- Private capital expenditure (also known as capex) rose 0.4% in the March quarter. It was the fifth consecutive quarterly increase, but the pace of growth has slowed over the last six months.
- While it was encouraging to see mining capex lift in the quarter, investment intentions continue to suggest that the unwinding of the mining investment boom is not over just yet. Mining capex rose 1.2% in the quarter.
- Total non-mining capex (manufacturing and other) grew just 0.1%, weighed down by a drop in manufacturing capex. It was the softest increase in non-mining capex in 1½ years.

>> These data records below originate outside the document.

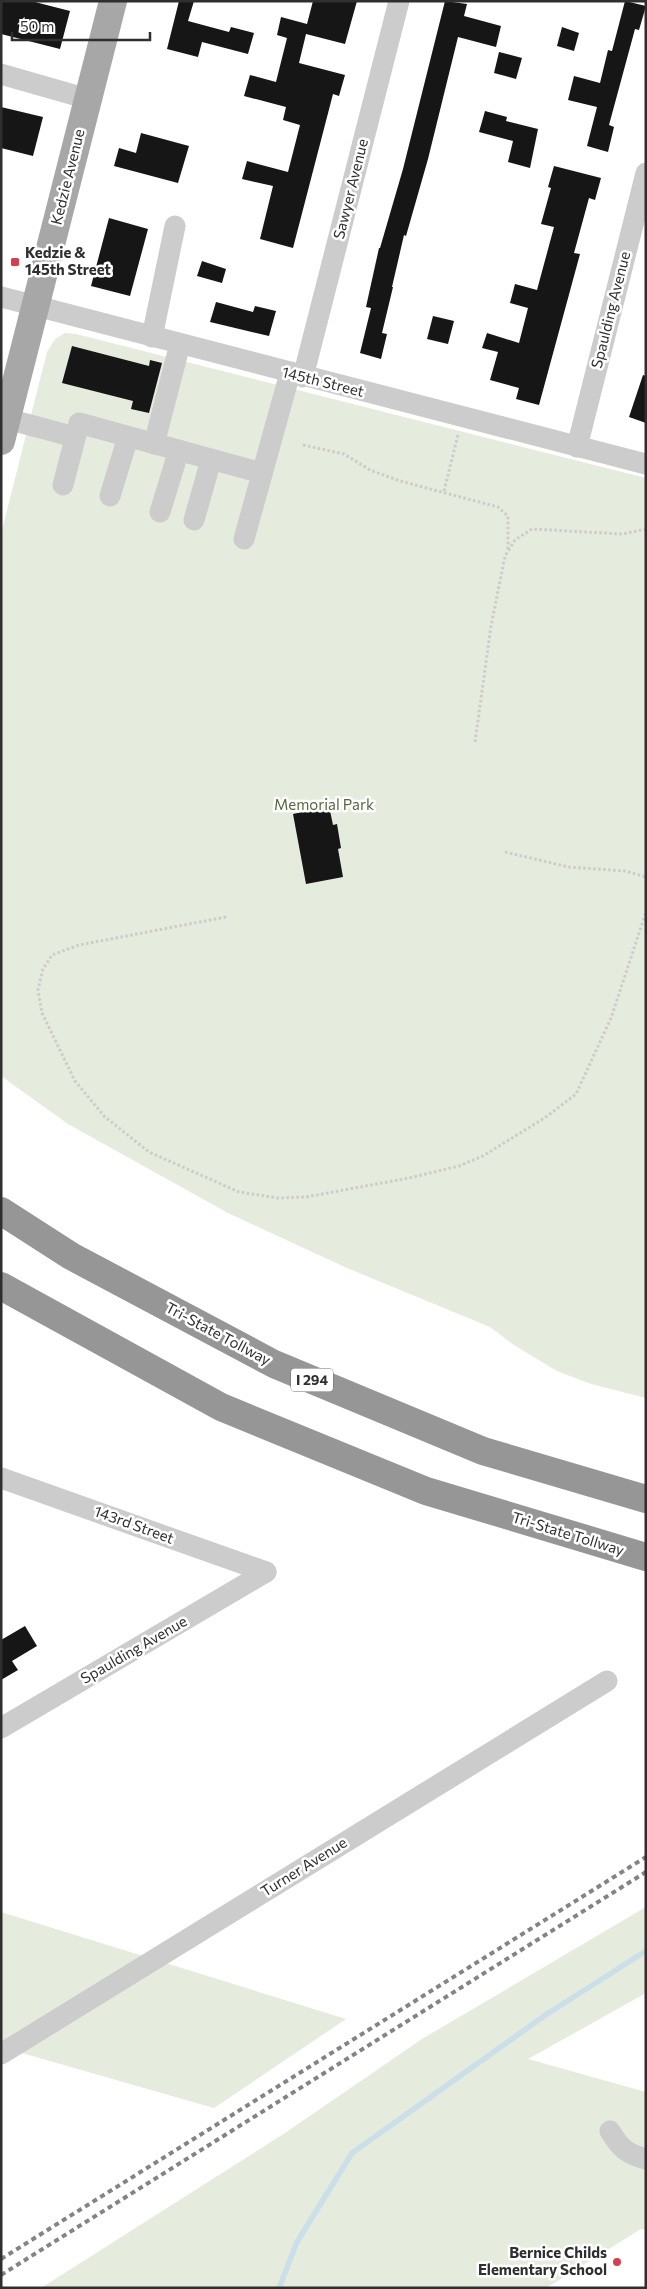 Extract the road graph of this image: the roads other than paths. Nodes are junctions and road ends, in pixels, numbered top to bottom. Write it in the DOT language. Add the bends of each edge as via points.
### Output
graph roads {
  1 [pos="113,1"];
  2 [pos="399,1"];
  3 [pos="1,74"];
  4 [pos="88,99"];
  5 [pos="646,173"];
  6 [pos="175,226"];
  7 [pos="1,298"];
  8 [pos="35,306"];
  9 [pos="152,337"];
  10 [pos="180,344"];
  11 [pos="296,375"];
  12 [pos="4,430"];
  13 [pos="128,436"];
  14 [pos="76,437"];
  15 [pos="154,444"];
  16 [pos="577,447"];
  17 [pos="179,450"];
  18 [pos="211,460"];
  19 [pos="646,464"];
  20 [pos="262,473"];
  21 [pos="63,485"];
  22 [pos="110,496"];
  23 [pos="160,512"];
  24 [pos="194,520"];
  25 [pos="244,539"];
  26 [pos="1,1211"];
  27 [pos="1,1286"];
  28 [pos="1,1478"];
  29 [pos="646,1499"];
  30 [pos="646,1558"];
  31 [pos="266,1572"];
  32 [pos="607,1681"];
  33 [pos="1,1728"];
  34 [pos="1,2054"];
  35 [pos="610,2130"];
  36 [pos="646,2159"];
  1 -- 4 [label="main road, Kedzie Avenue"];
  2 -- 11 [label="street, Sawyer Avenue"];
  3 -- 4 [label="street"];
  4 -- 8 [label="main road, Kedzie Avenue"];
  5 -- 16 [label="street, Spaulding Avenue"];
  6 -- 9 [label="street"];
  7 -- 8 [label="street, 145th Street"];
  8 -- 9 [label="street, 145th Street"];
  8 -- 12 [label="main road, Kedzie Avenue"];
  9 -- 10 [label="street, 145th Street"];
  10 -- 11 [label="street, 145th Street"];
  10 -- 15 [label="street"];
  11 -- 16 [label="street, 145th Street"];
  11 -- 20 [label="street, Sawyer Avenue"];
  12 -- 14 [label="street"];
  13 -- 14 [label="street" via="79,423"];
  13 -- 15 [label="street"];
  13 -- 22 [label="street"];
  14 -- 21 [label="street"];
  15 -- 17 [label="street"];
  16 -- 19 [label="street, 145th Street"];
  17 -- 18 [label="street"];
  17 -- 23 [label="street"];
  18 -- 20 [label="street"];
  18 -- 24 [label="street"];
  20 -- 25 [label="street, Sawyer Avenue"];
  26 -- 29 [label="highway, Tri-State Tollway / I 294" via="70,1256 274,1364 483,1451"];
  27 -- 30 [label="highway, Tri-State Tollway" via="221,1407 426,1491"];
  28 -- 31 [label="street, 143rd Street"];
  31 -- 33 [label="street, Spaulding Avenue"];
  32 -- 34 [label="street, Turner Avenue"];
  35 -- 36 [label="street" via="620,2148"];
}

- Business spending was driven higher by NSW and Victoria. In the March quarter, capex in these States rose 2.3% and 1.1%, respectively.
- The second estimate for spending in 2018-19 was $83.0 billion, an upgrade from the first estimate of $83.0 billion previously. However, after adjusting the estimate (using realisation ratios) it implies a virtually unchanged outcome to the previous quarter.
- The plans for non-mining investment were somewhat discouraging, and do not suggest much growth in spending over 2018-19.
- Early estimates do not tend to be great predictors of actual spending, and are typically revised upwards as the year progresses. However, it was disappointing to not see a larger upgrade given that business conditions are tracking at record high levels. A clearer picture will emerge in the next capex release.